Conditioned Mindscape

In one of the episodes of the TV sitcom Friends, Monica discovers to her horror that the seeming mature and prosperous-looking beau with whom she’s had gone out, was, in fact, hardly old enough to vote. So why is he now being rejected, the agitate...

Conditioned Mindscape
In one of the episodes of the TV sitcom Friends, Monica discovers to her horror that the seeming mature and prosperous-looking beau with whom she’s had gone out, was, in fact, hardly old enough to vote. So why is he now being rejected, the agitated teenager wants to know. After stammering around for explanations, Monica exclaims: “It’s icky!”

Monica’s outburst sidesteps the teenager’s query: why was it all right to go out with someone considered to be older and was it only retrospectively knowledge that suddenly made it seem disgusting? The teenager’s question also raises fundamental questions about the perceived universality versus innate subjectivity of our moral judgments and responses.
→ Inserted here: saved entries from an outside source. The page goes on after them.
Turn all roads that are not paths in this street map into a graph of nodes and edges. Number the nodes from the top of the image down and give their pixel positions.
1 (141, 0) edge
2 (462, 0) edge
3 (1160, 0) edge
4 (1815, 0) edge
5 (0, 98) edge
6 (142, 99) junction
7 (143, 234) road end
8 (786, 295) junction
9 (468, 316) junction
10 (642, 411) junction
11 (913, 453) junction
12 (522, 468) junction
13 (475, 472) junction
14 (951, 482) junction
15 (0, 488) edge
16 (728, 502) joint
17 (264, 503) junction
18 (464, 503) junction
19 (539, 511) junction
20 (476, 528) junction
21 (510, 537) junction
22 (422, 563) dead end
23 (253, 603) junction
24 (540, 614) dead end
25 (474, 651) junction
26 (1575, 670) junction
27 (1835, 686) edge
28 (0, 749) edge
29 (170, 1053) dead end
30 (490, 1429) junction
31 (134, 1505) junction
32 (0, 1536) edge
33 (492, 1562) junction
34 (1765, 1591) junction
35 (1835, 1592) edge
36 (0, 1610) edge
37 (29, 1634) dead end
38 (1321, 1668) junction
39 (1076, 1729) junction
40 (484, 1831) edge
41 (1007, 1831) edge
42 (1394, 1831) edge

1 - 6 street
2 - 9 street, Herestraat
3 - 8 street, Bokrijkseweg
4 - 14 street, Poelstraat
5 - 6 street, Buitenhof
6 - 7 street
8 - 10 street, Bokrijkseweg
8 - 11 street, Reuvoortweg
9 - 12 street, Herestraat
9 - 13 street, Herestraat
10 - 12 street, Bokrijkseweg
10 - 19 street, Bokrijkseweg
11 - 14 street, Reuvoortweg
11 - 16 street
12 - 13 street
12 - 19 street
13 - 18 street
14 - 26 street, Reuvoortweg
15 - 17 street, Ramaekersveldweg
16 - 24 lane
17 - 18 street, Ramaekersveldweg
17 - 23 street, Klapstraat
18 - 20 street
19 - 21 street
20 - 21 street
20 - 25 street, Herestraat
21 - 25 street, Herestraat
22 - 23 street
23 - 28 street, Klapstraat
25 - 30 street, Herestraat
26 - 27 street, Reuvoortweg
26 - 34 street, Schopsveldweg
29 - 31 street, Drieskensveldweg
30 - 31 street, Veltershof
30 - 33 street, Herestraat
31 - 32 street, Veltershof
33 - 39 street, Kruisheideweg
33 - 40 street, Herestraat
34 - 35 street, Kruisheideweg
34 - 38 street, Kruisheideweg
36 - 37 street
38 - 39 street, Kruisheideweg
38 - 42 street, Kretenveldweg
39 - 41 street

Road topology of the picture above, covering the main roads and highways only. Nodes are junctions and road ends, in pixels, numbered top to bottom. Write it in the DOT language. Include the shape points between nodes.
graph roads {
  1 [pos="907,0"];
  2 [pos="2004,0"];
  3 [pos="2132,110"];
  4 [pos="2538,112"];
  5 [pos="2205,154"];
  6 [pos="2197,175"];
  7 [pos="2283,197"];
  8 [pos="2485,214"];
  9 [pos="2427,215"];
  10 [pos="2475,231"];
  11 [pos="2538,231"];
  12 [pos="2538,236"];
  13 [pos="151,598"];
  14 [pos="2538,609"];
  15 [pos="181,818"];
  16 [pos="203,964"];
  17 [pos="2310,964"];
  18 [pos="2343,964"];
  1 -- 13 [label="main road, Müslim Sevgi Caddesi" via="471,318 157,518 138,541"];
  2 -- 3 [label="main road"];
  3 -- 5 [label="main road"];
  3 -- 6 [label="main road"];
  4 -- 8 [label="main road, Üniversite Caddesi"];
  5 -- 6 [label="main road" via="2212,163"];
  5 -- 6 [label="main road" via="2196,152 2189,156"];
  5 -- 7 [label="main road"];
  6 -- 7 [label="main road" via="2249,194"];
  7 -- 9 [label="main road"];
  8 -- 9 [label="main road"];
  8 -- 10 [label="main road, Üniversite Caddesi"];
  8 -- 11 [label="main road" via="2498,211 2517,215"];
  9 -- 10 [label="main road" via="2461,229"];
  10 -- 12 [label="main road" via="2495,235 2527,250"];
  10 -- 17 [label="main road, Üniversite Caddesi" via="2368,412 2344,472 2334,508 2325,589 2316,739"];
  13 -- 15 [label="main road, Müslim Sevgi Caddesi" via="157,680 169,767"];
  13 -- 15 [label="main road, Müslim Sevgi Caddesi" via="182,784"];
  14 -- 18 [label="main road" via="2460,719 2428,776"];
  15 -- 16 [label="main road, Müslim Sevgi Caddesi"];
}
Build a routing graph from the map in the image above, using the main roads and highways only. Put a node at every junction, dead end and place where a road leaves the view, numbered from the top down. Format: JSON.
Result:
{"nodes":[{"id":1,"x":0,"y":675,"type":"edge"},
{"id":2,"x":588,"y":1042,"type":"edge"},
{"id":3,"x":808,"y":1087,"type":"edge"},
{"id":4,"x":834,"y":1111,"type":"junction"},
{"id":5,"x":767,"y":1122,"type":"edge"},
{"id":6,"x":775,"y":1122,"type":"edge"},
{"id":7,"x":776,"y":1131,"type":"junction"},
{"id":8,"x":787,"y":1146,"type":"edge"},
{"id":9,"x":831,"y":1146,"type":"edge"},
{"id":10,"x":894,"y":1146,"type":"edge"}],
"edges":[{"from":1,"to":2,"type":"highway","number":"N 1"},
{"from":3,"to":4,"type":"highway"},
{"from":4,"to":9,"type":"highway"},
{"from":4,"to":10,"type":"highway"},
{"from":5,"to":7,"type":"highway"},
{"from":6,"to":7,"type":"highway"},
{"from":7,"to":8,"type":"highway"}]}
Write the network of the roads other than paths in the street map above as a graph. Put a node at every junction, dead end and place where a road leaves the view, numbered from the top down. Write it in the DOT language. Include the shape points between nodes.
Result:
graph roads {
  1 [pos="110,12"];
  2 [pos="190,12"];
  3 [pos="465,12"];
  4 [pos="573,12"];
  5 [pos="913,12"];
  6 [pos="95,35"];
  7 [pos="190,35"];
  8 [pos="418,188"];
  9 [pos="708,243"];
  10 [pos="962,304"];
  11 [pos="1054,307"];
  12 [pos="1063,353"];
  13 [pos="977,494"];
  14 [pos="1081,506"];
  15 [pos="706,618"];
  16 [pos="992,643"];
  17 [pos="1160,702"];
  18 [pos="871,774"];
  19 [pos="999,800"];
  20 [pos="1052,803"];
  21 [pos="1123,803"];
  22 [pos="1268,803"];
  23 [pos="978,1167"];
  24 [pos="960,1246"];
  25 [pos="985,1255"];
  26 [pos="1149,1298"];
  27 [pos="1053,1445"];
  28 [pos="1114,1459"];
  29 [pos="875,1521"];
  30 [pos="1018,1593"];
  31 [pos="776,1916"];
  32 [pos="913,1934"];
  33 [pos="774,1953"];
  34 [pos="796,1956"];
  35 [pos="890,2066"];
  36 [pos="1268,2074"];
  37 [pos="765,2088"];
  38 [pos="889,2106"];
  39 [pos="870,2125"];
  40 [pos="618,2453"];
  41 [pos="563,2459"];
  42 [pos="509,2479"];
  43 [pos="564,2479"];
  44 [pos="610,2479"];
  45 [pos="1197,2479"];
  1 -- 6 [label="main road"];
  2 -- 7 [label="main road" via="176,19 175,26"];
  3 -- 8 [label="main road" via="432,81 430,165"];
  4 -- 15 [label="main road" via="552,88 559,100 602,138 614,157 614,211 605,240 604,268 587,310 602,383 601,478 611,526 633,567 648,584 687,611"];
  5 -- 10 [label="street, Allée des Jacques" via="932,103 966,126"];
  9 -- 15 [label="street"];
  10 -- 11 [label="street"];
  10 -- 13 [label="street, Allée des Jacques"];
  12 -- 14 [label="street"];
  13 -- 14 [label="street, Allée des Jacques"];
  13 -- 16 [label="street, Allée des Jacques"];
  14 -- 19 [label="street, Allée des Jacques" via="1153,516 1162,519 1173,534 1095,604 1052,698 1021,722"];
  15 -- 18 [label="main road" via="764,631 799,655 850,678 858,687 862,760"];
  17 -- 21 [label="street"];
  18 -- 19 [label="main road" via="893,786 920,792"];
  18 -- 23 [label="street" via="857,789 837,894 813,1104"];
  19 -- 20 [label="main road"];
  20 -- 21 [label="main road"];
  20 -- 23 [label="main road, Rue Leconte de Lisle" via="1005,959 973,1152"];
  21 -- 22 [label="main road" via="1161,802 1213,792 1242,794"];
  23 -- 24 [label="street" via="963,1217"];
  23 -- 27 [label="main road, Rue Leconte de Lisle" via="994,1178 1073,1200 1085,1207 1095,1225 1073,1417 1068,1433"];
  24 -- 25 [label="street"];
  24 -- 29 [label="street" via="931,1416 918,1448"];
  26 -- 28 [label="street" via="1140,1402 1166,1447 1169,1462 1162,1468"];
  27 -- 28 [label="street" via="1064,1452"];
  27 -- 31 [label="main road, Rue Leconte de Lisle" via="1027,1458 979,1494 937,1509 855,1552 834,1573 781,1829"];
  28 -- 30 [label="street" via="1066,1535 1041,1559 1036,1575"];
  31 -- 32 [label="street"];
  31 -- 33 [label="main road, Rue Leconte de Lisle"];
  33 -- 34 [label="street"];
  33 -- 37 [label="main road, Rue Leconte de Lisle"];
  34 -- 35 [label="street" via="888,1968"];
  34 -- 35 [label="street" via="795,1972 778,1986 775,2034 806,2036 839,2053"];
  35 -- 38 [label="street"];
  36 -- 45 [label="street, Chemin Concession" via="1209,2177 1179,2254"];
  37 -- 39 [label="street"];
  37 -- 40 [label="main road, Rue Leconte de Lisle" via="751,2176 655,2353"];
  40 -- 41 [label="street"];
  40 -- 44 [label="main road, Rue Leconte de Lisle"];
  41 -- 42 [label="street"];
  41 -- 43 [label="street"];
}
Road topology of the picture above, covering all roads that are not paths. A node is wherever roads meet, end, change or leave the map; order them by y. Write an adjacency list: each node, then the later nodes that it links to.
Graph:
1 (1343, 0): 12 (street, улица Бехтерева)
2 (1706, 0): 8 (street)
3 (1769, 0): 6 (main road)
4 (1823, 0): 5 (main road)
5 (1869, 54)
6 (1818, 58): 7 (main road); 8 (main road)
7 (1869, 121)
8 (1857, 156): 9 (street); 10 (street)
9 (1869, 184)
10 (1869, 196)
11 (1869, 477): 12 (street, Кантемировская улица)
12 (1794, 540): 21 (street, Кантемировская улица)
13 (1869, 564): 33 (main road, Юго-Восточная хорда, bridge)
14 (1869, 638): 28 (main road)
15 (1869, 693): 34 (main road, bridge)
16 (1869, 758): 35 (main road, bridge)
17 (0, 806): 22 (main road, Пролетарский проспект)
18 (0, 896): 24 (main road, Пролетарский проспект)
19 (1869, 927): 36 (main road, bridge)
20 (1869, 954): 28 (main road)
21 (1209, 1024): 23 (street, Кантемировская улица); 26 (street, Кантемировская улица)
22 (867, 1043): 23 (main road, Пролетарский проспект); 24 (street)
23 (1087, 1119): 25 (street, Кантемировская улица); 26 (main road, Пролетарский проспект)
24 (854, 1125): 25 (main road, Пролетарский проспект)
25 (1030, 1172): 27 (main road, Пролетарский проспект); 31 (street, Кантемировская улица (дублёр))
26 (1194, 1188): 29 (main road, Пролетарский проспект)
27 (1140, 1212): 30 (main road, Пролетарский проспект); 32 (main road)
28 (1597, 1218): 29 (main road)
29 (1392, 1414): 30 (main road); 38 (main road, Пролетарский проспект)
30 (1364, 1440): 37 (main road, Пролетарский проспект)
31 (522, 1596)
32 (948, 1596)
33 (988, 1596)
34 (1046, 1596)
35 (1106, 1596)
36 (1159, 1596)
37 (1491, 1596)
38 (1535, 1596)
All physical contacts, which certainly includes sex, is considered potentially polluting or disgusting under a formulation called jujupsa in the Indic tradition. As the pioneer of research into the physiology and psychology of disgust Paul Rozin notes, when we have sex we temporarily “suspend” our capacity for disgust; something most of us will do only under certain circumstances. “Except for very promiscuous males who will stick their tongues in the mouths of virtually any woman,” he says, “imagined sexual encounters with most other people are usually considered offensive.”

Here we're only talking about realistically imagined scenarios with ordinary people, not overheated fantasies or bowdlerised romps in the boudoir with airbrushed archetypes. But even ‘normal’ sex seems to be disgusting when it is judged deviant when, as in Monica's example, one partner is extremely young or old or, in rare cases, isn't even human!

Such a sentiment is reflected in the celebrated stanza of Adi Shankaracharya’s Bhaja-Govindam on the ‘burden’ of women’s breasts (naristhanabhara) and the region of their navels (nabhidesham). These are nothing but parts of the body formed by fat and flesh that is destined to expire!

The conditioning of the mind plays a pivotal role in this. How critical this was revealed in a landmark experiment: Rozin put asterilised cockroach in fruit juice and offered others chocolate fudge shaped like dog do. He asked whether subjects would wear Adolf Hitler’s laundered sweater. Most people refused, even when they knew the cockroach and sweater were clean and that the fudge was in fact fudge. Mind conditioning proved too strong.